== THE DATA ==

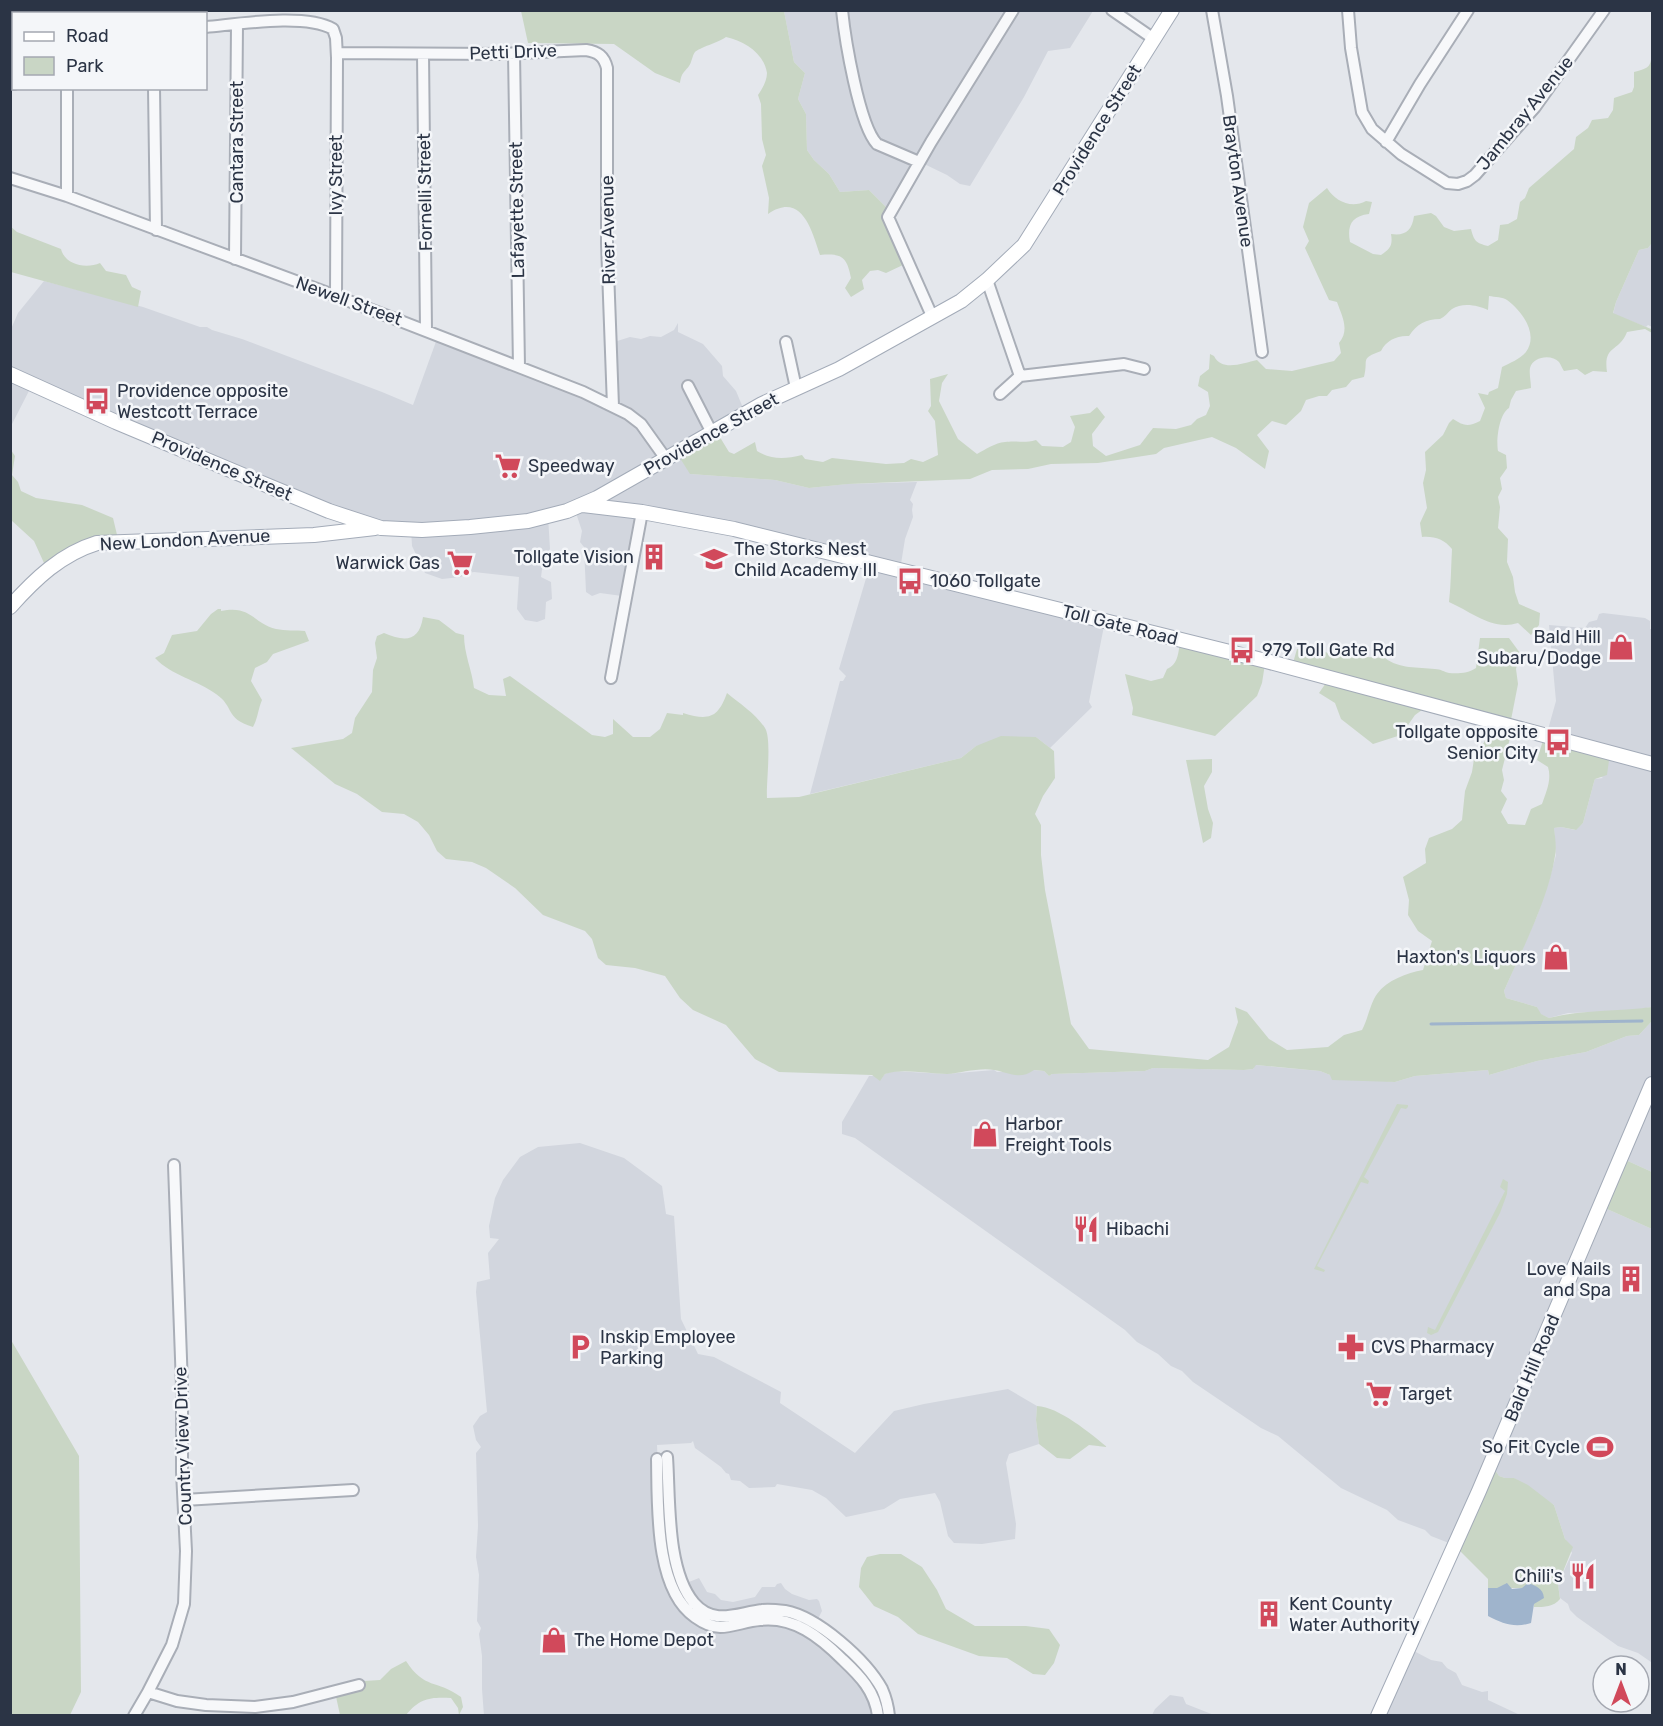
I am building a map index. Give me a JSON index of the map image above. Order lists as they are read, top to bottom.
{
  "streets": {
    "main road": [
      "Providence Street",
      "New London Avenue",
      "Toll Gate Road",
      "Bald Hill Road"
    ],
    "street": [
      "Petti Drive",
      "Jambray Avenue",
      "Cantara Street",
      "Ivy Street",
      "Brayton Avenue",
      "Fornelli Street",
      "Lafayette Street",
      "River Avenue",
      "Newell Street",
      "Country View Drive"
    ]
  },
  "crossings": [
    ["Petti Drive", "Ivy Street"],
    ["Petti Drive", "Fornelli Street"],
    ["Petti Drive", "Lafayette Street"],
    ["Petti Drive", "River Avenue"],
    ["Providence Street", "Newell Street"],
    ["Providence Street", "New London Avenue"],
    ["Providence Street", "Toll Gate Road"],
    ["Cantara Street", "Ivy Street"],
    ["Cantara Street", "Newell Street"],
    ["Ivy Street", "Newell Street"],
    ["Fornelli Street", "Newell Street"],
    ["Lafayette Street", "Newell Street"],
    ["River Avenue", "Newell Street"]
  ],
  "places": {
    "bus stop": [
      "Providence opposite Westcott Terrace",
      "1060 Tollgate",
      "979 Toll Gate Rd",
      "Tollgate opposite Senior City"
    ],
    "supermarket": ["Speedway", "Warwick Gas", "Target"],
    "building": ["Tollgate Vision", "Love Nails and Spa", "Kent County Water Authority"],
    "school or university": ["The Storks Nest Child Academy III"],
    "shop": [
      "Bald Hill Subaru/Dodge",
      "Haxton's Liquors",
      "Harbor Freight Tools",
      "The Home Depot"
    ],
    "restaurant": ["Hibachi", "Chili's"],
    "parking": ["Inskip Employee Parking"],
    "pharmacy": ["CVS Pharmacy"],
    "sports": ["So Fit Cycle"]
  },
  "legend": ["Road", "Park"],
  "north": "top"
}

===

* AIM OF THE TASK *
Scan the records above for lines with the word "Hill", then say how many there are, giving the number alone.

* ANSWER FOR THE TASK *
2